Here, we conduct a phenome-wide association study (PheWAS), in which multiple phenotypes are related to a single outcome, to investigate the link between accelerated DNAm PhenoAge and a comprehensive set of both historical, and contemporaneously-assessed, phenotypes in a large, longitudinal cohort study of ageing: the Lothian Birth Cohort 1936 (LBC1936). This cohort is unusually valuable because data are available on their general cognitive ability and social circumstances at age 11, which can inform the understanding of possible early life confounders of later-life outcomes.
The Lothian Birth Cohort 1936 (LBC1936) is a longitudinal study of ageing. The cohort comprises a community-dwelling sample of participants born in 1936, most of whom undertook a general intelligence test—the Moray House Test No. 12—in 1947, aged ~11 years. In total 1091 participants were recruited to the study at a mean age of ~70 years (Wave 1), and have subsequently been re-examined at three furthers waves, aged ~73, 76 and 79 years. Participants have been comprehensively phenotyped at each wave of the study with data collected on cognitive measures, physical and health outcomes, genetics, lifestyle factors and psycho-social aspects of ageing. Full details on the background, recruitment and data collection procedures of the study are provided elsewhere8,9.
Ethics and consent
Ethical permission for LBC1936 was obtained from the Multi-Centre Research Ethics Committee for Scotland (MREC/01/0/56) and the Lothian Research Ethics Committee (Wave 1: LREC/2003/2/29) and the Scotland A Research Ethics Committee (Waves 2, 3 and 4: 07/MRE00/58). Written informed consent was obtained from all participants.
LBC1936 DNA methylation
The LBC1936 methylation profiling has been fully detailed previously10,11. In brief, DNA was extracted from whole-blood samples at Wave 1 (baseline—age ~70 years) of the study and methylation was measured at 485,512 probes. Quality control analysis resulted in the removal of CpG sites with a low detection rate (<95% at p < 0.01). Probes with low quality (inadequate hybridisation, bisulfite conversion, nucleotide extension, and staining signal) were additionally identified and removed after manual inspection of the array control probe signals. Finally, probes with a low call rate (<450,000 probes detected at p < 0.01), XY probes and samples in which the predicted sex did not match the reported sex, were excluded.
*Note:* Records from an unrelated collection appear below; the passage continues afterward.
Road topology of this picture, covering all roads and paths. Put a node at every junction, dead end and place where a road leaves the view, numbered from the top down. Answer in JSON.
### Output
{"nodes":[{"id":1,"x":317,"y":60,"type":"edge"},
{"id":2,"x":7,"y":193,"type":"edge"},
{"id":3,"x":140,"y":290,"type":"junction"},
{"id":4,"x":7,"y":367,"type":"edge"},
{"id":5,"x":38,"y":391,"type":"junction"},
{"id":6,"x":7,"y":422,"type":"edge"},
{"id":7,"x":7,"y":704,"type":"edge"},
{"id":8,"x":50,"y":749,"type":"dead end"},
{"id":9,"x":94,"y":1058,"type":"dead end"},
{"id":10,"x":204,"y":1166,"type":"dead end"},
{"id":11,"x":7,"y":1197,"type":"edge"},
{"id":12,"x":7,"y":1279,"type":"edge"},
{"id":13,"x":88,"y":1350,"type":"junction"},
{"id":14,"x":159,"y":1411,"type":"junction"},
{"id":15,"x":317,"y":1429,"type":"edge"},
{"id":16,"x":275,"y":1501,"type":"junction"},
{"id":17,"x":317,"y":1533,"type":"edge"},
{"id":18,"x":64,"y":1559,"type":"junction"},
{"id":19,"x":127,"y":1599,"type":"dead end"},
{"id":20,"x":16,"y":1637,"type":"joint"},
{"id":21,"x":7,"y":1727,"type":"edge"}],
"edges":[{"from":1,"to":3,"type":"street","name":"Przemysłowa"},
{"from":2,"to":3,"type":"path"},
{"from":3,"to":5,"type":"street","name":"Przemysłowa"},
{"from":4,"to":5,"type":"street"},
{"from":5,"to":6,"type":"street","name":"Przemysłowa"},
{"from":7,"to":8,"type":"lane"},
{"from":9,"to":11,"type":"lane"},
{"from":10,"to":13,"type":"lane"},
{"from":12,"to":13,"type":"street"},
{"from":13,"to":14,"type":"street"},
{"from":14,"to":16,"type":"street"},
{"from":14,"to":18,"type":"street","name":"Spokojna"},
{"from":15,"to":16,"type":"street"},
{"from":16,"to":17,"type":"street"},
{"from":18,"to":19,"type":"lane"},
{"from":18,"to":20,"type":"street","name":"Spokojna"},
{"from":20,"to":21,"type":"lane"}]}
The DNAm PhenoAge biomarker was developed in a two-step process by Levine et al.3. In brief, a novel measure of ‘phenotypic age’ was developed using penalised regression where the hazard of ageing-related mortality was regressed on 42 clinical markers from the third National Health and Nutrition Examination Survey (NHANES-III; n = 9926, age: >20 years). The optimal model selected nine variables (albumin, creatinine, serum glucose (HbA1c), C-reactive protein (CRP), percentage lymphocytes, mean cell volume, red cell distribution width, alkaline phosphatase, and white blood cell count) in addition to chronological age for inclusion in the phenotypic age predictor. This predictor was derived independently of DNA methylation data. Phenotypic age was then calculated in an independent data set—the Invecchiare in Chianti (InCHIANTI) cohort (n = 456 at two time-points, age range: 21–100 years)12. Finally, a penalised regression model of DNA methylation on phenotypic age in InCHIANTI generated a DNA methylation proxy of phenotypic age (labelled DNAm PhenoAge) based on methylation profiles at 513 CpGs. DNAm PhenoAge allows for an estimate of phenotypic age from a single array, obviating the need for multiple assays to measure the nine blood-based components of phenotypic age.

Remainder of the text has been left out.